Jejak Jiwa memiliki konsep 4 kuadran intervensi Keswa (Kesehatan Jiwa). Kuadran pertama adalah pengembangan pengetahuan kritis tentang Keswa. Wilayah intervensi kuadran dua melakukan pemetaan dan penilaian berkala dari kondisi-kondisi yang berpengaruh pada persoalan Keswa. Tindakan kolaboratif strategis diletakkan pada kuadran ketiga. Wilayah intervensi keempat merupakan pengembangan sistem dukungan publik untuk penanganan persoalan Keswa.
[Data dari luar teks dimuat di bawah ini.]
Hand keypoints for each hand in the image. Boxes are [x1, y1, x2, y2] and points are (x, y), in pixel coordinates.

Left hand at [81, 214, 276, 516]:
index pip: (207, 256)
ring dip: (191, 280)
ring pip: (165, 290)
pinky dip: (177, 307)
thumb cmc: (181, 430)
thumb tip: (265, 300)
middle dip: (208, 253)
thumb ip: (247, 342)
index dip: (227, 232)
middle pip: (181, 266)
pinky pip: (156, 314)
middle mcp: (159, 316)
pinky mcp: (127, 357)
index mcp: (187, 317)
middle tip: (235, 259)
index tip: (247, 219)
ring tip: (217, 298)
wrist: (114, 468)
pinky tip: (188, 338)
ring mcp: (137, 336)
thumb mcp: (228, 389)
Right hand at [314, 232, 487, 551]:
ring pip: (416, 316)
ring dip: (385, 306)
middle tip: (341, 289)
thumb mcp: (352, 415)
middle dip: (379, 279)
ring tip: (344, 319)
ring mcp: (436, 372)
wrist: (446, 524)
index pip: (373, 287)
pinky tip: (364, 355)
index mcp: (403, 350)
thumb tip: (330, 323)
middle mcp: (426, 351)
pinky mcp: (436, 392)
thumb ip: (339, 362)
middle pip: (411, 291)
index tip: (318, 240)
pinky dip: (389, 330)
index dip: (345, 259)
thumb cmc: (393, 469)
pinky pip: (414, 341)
Semua ini tampaknya hanya sekadar teori yang masih jauh dari harapan, jika hanya mengandalkan para dokter dan ahli jiwa. Di Indonesia hanya ada sekitar 500 orang psikiater, separuhnya berada di Jakarta. Bayangkanlah, ketika terjadi tsunami di Banda Aceh, trauma yang terjadi di kalangan penduduk hanya ditrangani oleh tiga psikiater, sebelum datang bantuan dari pelbagai tempat.

Kesadaran terhadap perlunya tenaga ahli dan dokter kesehatan jiwa boleh jadi datang terlambat. Namun diyakinkan bahwa upaya untuk mengatasi semua kegelisahan dan kecemasan ini harus dilakukan bersama-sama oleh pelbagai disiplin ilmu secaera simultan dan integrasi. Oleh karena itu, pada hari Jumat 26 Oktober 2007, diselenggarakan seminar dan diskusi kelompok yang bertujuan menampung masukan serta bagaimana memecahkan persoalan-persoalan kesehatan jiwa yang mengemuka.

Kerangka program yang hendak dilaksanakan meliputi riset, pengajaran, lokakarya, dan publikasi kepada masyarakat luas. Time-frame digelar sejak 2007 sampai dengan 2009. “Jejak” menyadari benar akan tingginya keragaman representasi sosial di kepulauan (sebagai kondisi riil di Indonesia) telah terbukti rerntan terhadap konflik sosial. Sumber-sumber pemicu lainnya adalah meluasnya wilayah distress yang berkaitan dengan ekonomi, situasi lokal, serta ruang hidup tanpa jaminan keselamatan dan perlindungan bagi para pengungsi ekonomik. Banyak hal diungkap secara ringkas sebelum Jejak membuka acara resepsi yang mengundang banyak kalangan akademisi dan profesi.

Sungguh tepat mengambil langkah sosialisasi dengan meluncurkan Jurnal Ataraxis yang menghimpun tulisan tentang pelbagai kasus kesehatan jiwa di Indonesia dari babarapa sudut pandang. Pada edisi perdana itu sedikitnya ada lima penulis, antara lain Emmanuel Subangun, Nova Riyanti Yusuf, Risa Permanadeli, Limas Sutanto, dan Sri Palupi. Selain itu ditampilkan pula riset yang dilakukan oleh Byron J. Good, Jesse Grayman, dan Matthew Lakoma. Jurnal setebal 60 halaman dengan artikel yang mudah dimengerti, diharapkan mempercepat pemahaman masyarakat. 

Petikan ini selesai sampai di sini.